Un inciso, di cui prendere nota: è a Siena, arrivati ad incrociare un viale a quattro corsie, che si sbaglia strada. La segnaletica ci indica di seguire il viale verso destra, il che è corretto ed obbligatorio, vista la presenza di uno spartitraffico centrale. Ma solo per girare subito attorno alla rotonda e riprendere il viale in senso opposto (e presto a destra). Sulla rotonda il segnale c’è ma non si vede. Tenetene conto - e ringraziatemi mentalmente. In pratica il viale va attraversato da parte a parte. Ci ho perso qualche chilometro di traffico cittadino.
Giunti alle Crete è come attraversare il deserto. Non c’è nessuno, né biciclette, né moto (non in luglio, almeno), solo una interminabile pista in mezzo ad una campagna assolata colorata di giallo, spesso nascosta alla vista dai rovi e dagli arbusti. A conti fatti, la velocità media non passa i trenta chilometri all’ora, e quindi si parla di molte ore a tener dritto il manubrio. L’avantreno fa il suo dovere, ma quando si incoccia in un sasso troppo largo, o una buca o forse, chissà, un mucchietto di sabbia, gli strappi sono improvvisi e invitano alla prudenza.
Ad un certo punto, ci viene proposto un percorso breve ed uno lungo: il primo basterebbe, ma non rendendomi conto scelgo il secondo. Le salite si fanno interminabili e le discese faticose. Come facciano i ciclisti, non me lo spiego, ma non me lo chiedo più di tanto: fatico abbastanza per conto mio.
Alle due del pomeriggio potrebbero chiedermi una cifra per una fetta di anguria. Lassù qualcuno mi ama, perché quando arrivo all’affascinante paesino di Lucignano d’Asso, all’apparenza deserto, e che ricorda il Pinocchio di Collodi, lascio la strada maestra per cercar cibo e vengo premiato da un’improbabile ristoro gestito da una ragazza asiatica che vende meloni. Uno dei più buoni di cui abbia ricordo.
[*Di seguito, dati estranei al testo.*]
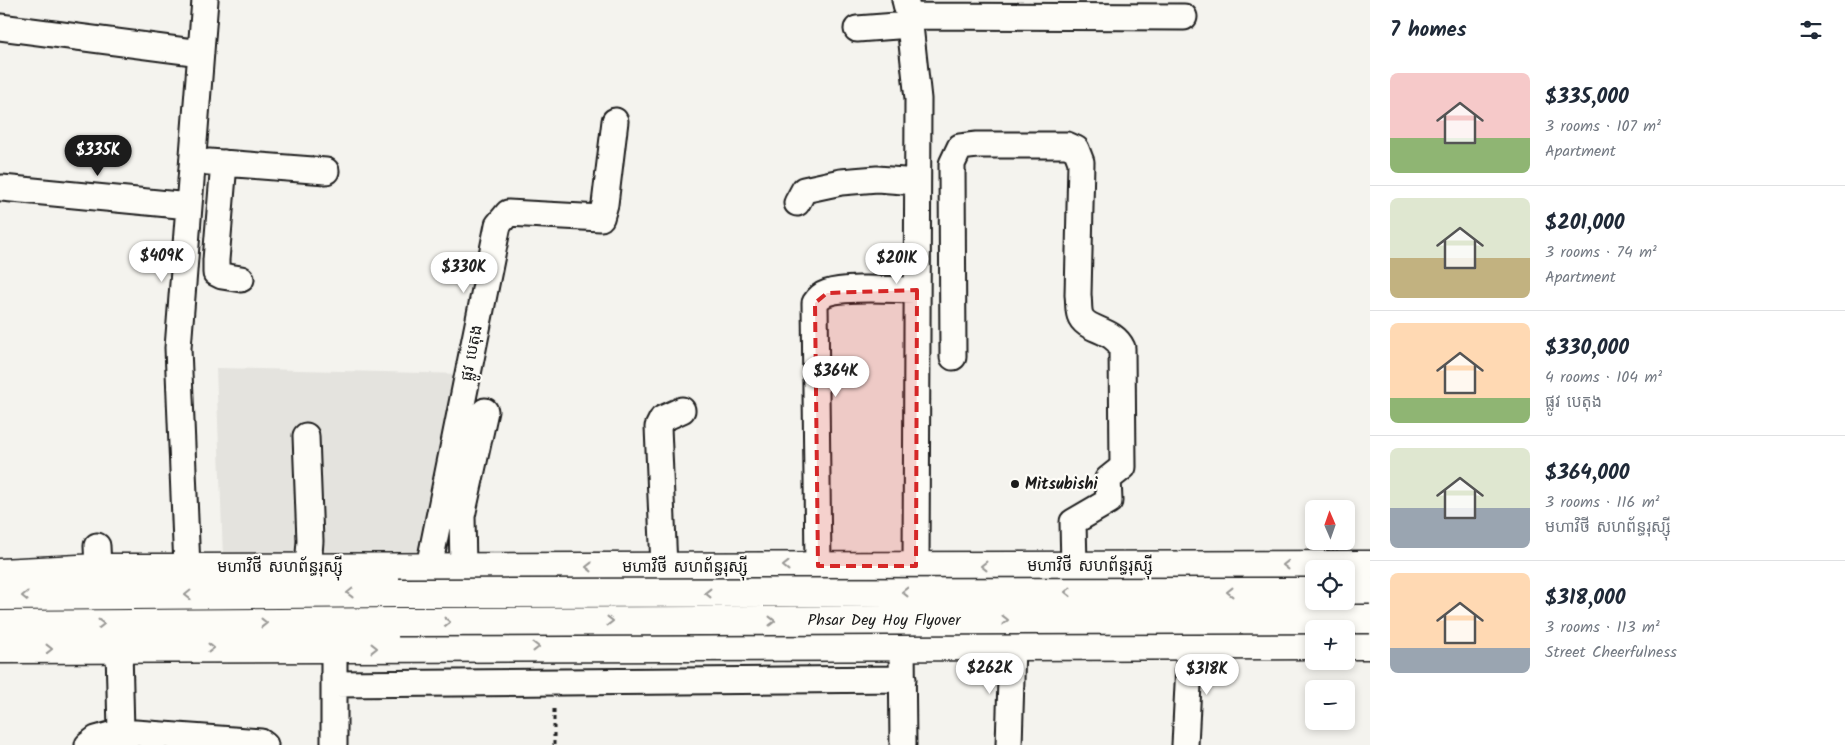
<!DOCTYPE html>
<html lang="en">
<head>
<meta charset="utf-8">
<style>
  body { margin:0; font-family:Kalam,"Noto Sans Khmer",sans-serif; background:#f2f2f3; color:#1f2937; height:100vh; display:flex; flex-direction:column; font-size:19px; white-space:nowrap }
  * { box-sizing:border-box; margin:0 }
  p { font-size:16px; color:#747a83 }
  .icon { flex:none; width:28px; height:28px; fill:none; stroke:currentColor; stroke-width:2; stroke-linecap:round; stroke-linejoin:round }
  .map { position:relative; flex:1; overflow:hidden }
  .side { display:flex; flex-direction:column; background:#fff; width:475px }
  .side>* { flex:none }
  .needle { width:32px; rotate:358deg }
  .fabs { position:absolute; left:1305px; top:500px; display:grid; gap:10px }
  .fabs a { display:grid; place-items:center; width:50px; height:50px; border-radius:8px; background:#fff; box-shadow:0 2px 8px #0003; font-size:25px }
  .price { position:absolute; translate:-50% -42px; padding:0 11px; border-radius:18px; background:#fff; color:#222; font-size:16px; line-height:32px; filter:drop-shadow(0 1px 2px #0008) }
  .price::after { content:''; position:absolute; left:50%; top:30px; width:15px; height:11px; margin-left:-8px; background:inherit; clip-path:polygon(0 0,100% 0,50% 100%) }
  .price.selected { background:#1c1c1c; color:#fff }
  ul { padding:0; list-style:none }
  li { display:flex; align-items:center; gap:15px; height:125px; padding:0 20px }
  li+li { border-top:1px solid #e0e1e3 }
  li span { display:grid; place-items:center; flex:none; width:140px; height:100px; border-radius:8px; color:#555 }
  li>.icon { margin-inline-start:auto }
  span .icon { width:60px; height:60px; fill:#fffc; stroke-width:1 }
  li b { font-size:21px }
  h2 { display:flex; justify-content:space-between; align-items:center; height:60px; padding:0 20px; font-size:21px }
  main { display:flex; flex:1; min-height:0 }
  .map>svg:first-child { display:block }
</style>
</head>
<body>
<main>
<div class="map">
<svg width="1370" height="745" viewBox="0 0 1370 745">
  <rect width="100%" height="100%" fill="#f4f3ee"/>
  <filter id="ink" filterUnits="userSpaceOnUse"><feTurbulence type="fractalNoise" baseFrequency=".02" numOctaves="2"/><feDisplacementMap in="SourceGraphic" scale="10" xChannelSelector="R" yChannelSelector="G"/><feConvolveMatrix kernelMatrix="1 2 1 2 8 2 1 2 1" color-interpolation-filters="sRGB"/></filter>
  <g filter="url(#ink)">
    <path fill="#e4e3de" d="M216,368L465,374L421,556L223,557Z"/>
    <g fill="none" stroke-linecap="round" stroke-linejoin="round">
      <defs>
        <path id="minor" d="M905,0L909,16L918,99L916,566
          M909,16L1184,17
          M0,27L201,53
          M857,29L910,25
          M209,162L326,171
          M224,163L216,260V273L222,276L241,279
          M2,188L189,206
          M797,203L804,190L841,182L877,179L917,182
          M953,357L952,164L960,147L977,145H1067L1076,149L1081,162L1078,295C1079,301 1078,309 1080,315C1085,331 1113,328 1122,348L1123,467L1108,479L1109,501L1073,522L1074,566
          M306,436L310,541L308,567
          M97,546L98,568
          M818,566L815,303C818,298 821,295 827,293C847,286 894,290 917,290
          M429,567L498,225L508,213L601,218L605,204L615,121
          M463,567L462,516L485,411
          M664,567L658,427L662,419L682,410
          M187,568L178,348L205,0
          M902,646L903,745
          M334,648V745
          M334,684L903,679
          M121,732L261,742L265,745
          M88,745L96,739L121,732L119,649
          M1009,745L1012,646
          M1185,745L1190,645"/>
        <path id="major" d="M0,573L98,568H187L1370,565
          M1346,645H1370
          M0,649L1314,645"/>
        <path id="highway" d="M1346,592H1370
          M0,596L399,593
          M0,625L398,622"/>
      </defs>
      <use href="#minor" stroke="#1c1c1c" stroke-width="29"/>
      <use href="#major" stroke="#1c1c1c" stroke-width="31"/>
      <use href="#highway" stroke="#1c1c1c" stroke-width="31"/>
      <path stroke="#1c1c1c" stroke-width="3" stroke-dasharray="4 4" stroke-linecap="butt" d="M554,745V706"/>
      <use href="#minor" stroke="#fdfcf7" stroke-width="25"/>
      <use href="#major" stroke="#fdfcf7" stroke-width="28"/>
      <use href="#highway" stroke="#fdfcf7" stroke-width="28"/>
      <defs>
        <path id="highway-bridge" d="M399,593L1314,592
          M398,622L1370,619"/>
      </defs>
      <use href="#highway-bridge" stroke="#1c1c1c" stroke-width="31" stroke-linecap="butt"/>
      <use href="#highway-bridge" stroke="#fdfcf7" stroke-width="28"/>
    </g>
    <defs><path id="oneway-chevron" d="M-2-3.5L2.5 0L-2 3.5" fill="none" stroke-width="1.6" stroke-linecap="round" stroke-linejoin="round" transform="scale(1.25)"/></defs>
    <g stroke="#989794">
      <use href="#oneway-chevron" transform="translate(1286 565) rotate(180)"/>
      <use href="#oneway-chevron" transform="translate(786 566) rotate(180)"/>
      <use href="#oneway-chevron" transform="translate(984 566) rotate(-180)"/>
      <use href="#oneway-chevron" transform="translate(589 567) rotate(180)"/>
      <use href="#oneway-chevron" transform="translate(905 592) rotate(180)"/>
      <use href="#oneway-chevron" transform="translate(1068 592) rotate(180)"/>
      <use href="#oneway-chevron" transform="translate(1230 592) rotate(180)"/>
      <use href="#oneway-chevron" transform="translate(350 593) rotate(179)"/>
      <use href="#oneway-chevron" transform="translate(708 593) rotate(180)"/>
      <use href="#oneway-chevron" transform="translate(188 595) rotate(179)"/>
      <use href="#oneway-chevron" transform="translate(25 596) rotate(179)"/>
      <use href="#oneway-chevron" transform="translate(1005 620)"/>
      <use href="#oneway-chevron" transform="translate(610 621)"/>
      <use href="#oneway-chevron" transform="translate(772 621)"/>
      <use href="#oneway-chevron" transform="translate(447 622)"/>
      <use href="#oneway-chevron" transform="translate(264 623)"/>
      <use href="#oneway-chevron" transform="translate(101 624)"/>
      <use href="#oneway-chevron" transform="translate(536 647)"/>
      <use href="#oneway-chevron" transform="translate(211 648)"/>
      <use href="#oneway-chevron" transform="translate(374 648)"/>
      <use href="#oneway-chevron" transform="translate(49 649)"/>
    </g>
  </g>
  <path fill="#d62828" fill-opacity="0.2" stroke="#d62828" stroke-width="4" stroke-dasharray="10 6" stroke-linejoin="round" d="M917,290L916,566H818L815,303L827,293Z"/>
  <circle fill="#1c1c1c" stroke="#fdfcf7" stroke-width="2" cx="1015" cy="484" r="5"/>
  <g text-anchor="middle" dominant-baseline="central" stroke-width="4.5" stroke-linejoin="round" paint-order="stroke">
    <g font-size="16" fill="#1c1c1c" stroke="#fdfcf7">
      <text transform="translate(472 353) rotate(-79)">ផ្លូវ បេតុង</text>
      <text x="1090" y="566">មហាវិថី សហព័ន្ធរុស្ស៊ី</text>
      <text x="280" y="567">មហាវិថី សហព័ន្ធរុស្ស៊ី</text>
      <text x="685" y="567">មហាវិថី សហព័ន្ធរុស្ស៊ី</text>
      <text x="884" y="620">Phsar Dey Hoy Flyover</text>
    </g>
    <g font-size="16" font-weight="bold" fill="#1c1c1c" stroke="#fdfcf7" text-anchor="start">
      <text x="1025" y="484">Mitsubishi</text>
    </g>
  </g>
</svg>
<div class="fabs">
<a><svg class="needle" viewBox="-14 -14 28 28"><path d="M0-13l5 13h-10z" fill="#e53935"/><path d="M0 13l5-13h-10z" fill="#747a83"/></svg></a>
<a><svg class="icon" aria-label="locate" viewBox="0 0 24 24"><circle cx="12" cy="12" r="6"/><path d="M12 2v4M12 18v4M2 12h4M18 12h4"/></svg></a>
<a>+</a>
<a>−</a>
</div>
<b class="price selected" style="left:98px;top:177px">$335K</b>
<b class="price" style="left:162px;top:283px">$409K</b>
<b class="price" style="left:897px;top:285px">$201K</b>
<b class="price" style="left:464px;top:294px">$330K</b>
<b class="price" style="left:836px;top:398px">$364K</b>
<b class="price" style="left:990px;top:695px">$262K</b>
<b class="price" style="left:1207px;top:696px">$318K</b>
</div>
<section class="side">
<h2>7 homes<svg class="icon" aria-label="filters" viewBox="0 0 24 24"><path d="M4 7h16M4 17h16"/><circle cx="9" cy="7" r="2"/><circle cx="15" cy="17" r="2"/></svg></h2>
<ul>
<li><span style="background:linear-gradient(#f6c9c9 65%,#8fb573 0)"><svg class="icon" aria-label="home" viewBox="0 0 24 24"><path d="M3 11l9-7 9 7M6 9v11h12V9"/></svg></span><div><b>$335,000</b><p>3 rooms · 107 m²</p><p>Apartment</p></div></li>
<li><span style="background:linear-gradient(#dfe7d0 60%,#c2b280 0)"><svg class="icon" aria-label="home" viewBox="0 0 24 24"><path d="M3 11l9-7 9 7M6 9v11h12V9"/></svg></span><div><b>$201,000</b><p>3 rooms · 74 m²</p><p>Apartment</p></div></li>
<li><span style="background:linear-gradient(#ffd9b3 75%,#8fb573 0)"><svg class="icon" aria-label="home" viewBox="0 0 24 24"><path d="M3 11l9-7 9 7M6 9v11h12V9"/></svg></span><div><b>$330,000</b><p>4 rooms · 104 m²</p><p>ផ្លូវ បេតុង</p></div></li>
<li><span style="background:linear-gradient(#dfe7d0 60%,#9aa5b1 0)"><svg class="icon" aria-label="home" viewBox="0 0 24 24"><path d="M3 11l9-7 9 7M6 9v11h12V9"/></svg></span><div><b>$364,000</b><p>3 rooms · 116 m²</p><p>មហាវិថី សហព័ន្ធរុស្ស៊ី</p></div></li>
<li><span style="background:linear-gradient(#ffd9b3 75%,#9aa5b1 0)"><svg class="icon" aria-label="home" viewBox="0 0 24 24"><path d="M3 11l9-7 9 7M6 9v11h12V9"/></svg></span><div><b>$318,000</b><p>3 rooms · 113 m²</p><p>Street Cheerfulness</p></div></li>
</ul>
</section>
</main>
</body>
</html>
Si prosegue nel pomeriggio incrociando paesi che si chiamano Radi, Vescovado, Montalcino e poi ancora Ponte d’Arbia, Castelnuovo Berardenga, Radda in Chianti, fino di nuovo a raggiungere Gaiole sul tardi, dopo più di sette ore.
Un’arrivo senza pubblico, banda né cerimonie, per un eroe solitario, stanco ed assetato. Sazio di strade bianche. Datemi dell’asfalto!